Your answer must hold only the lines below from the line containing "index tip: (352, 144)" through the line containing "pinky tip: (336, 214)", each reproduced exactly.

(Exercise materials begins)

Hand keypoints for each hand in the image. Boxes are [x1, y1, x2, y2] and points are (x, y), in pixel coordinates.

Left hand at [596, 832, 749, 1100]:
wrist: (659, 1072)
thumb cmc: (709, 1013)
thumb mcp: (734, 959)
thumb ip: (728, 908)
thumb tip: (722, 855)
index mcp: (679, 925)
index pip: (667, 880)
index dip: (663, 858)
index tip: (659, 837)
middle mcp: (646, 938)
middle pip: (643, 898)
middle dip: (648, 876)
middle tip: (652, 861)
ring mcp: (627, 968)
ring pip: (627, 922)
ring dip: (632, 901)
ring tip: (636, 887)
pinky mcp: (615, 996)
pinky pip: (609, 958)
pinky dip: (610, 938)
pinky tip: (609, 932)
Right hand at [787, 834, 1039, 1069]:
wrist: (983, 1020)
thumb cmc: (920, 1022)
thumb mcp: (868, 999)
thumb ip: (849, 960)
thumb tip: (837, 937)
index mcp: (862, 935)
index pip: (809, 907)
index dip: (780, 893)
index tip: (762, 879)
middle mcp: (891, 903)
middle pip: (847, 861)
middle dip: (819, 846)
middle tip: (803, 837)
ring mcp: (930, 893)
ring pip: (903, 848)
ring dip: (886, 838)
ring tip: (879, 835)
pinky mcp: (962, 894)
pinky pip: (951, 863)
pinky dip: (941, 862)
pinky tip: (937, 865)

(Exercise materials ends)
(Exercise materials begins)

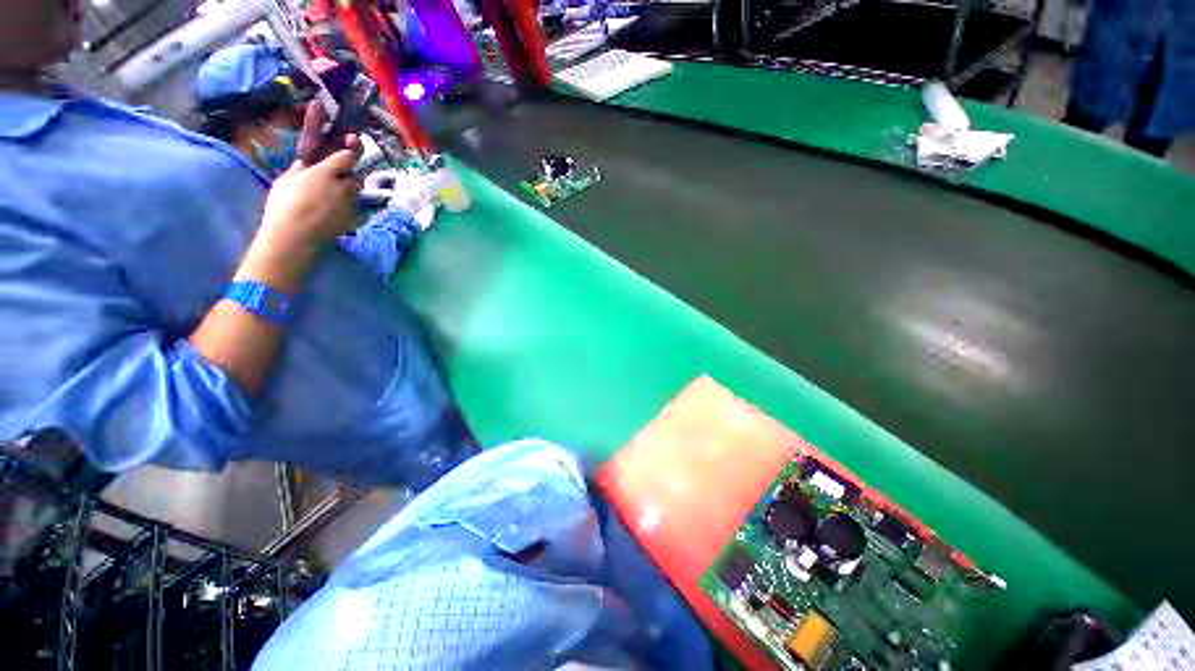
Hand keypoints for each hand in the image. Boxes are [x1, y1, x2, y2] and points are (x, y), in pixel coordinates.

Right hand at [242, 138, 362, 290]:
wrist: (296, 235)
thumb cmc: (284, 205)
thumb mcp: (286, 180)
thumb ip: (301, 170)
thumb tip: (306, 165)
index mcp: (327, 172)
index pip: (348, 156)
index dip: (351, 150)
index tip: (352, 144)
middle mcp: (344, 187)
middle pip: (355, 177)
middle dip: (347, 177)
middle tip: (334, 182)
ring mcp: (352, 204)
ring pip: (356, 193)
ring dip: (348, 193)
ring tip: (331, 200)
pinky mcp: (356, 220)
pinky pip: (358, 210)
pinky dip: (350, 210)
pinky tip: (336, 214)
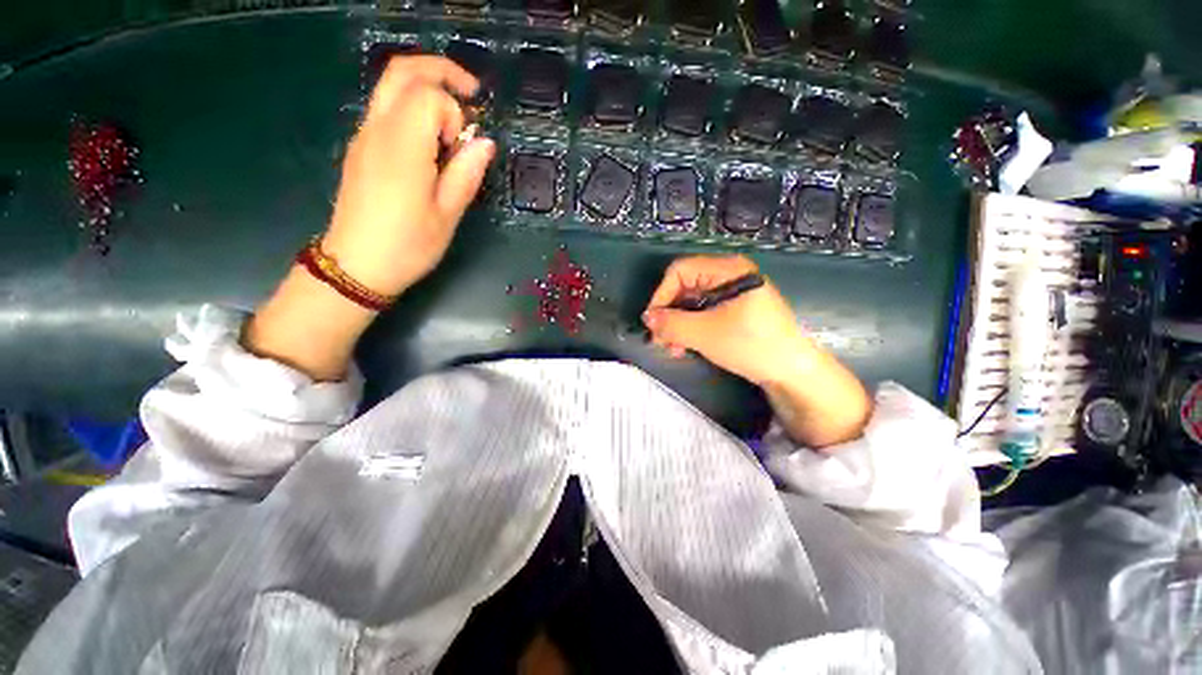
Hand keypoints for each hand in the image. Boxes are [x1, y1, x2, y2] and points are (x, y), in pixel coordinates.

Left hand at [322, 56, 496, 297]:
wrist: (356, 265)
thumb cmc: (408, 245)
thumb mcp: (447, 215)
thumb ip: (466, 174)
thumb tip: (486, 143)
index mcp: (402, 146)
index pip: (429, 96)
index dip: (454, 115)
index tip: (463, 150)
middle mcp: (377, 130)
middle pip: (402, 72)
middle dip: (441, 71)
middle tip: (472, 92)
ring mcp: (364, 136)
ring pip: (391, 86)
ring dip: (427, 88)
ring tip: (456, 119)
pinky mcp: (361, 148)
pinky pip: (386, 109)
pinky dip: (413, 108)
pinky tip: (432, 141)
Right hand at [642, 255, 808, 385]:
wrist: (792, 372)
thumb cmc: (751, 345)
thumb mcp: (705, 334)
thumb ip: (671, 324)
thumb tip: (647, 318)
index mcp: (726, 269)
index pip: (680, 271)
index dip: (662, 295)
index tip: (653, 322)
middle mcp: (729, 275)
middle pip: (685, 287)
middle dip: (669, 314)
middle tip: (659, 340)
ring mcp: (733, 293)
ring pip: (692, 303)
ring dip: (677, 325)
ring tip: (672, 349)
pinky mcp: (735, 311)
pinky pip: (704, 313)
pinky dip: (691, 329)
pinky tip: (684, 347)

(Exercise materials ends)

## Solution for this task
index tip: (352, 144)
middle mcp: (344, 187)
middle pip: (355, 177)
middle dip: (347, 177)
middle tip: (334, 182)
ring mcp: (352, 204)
ring pip: (356, 193)
ring dip: (348, 193)
ring tip: (331, 200)
pinky mcp: (356, 220)
pinky pip: (358, 210)
pinky dip: (350, 210)
pinky tip: (336, 214)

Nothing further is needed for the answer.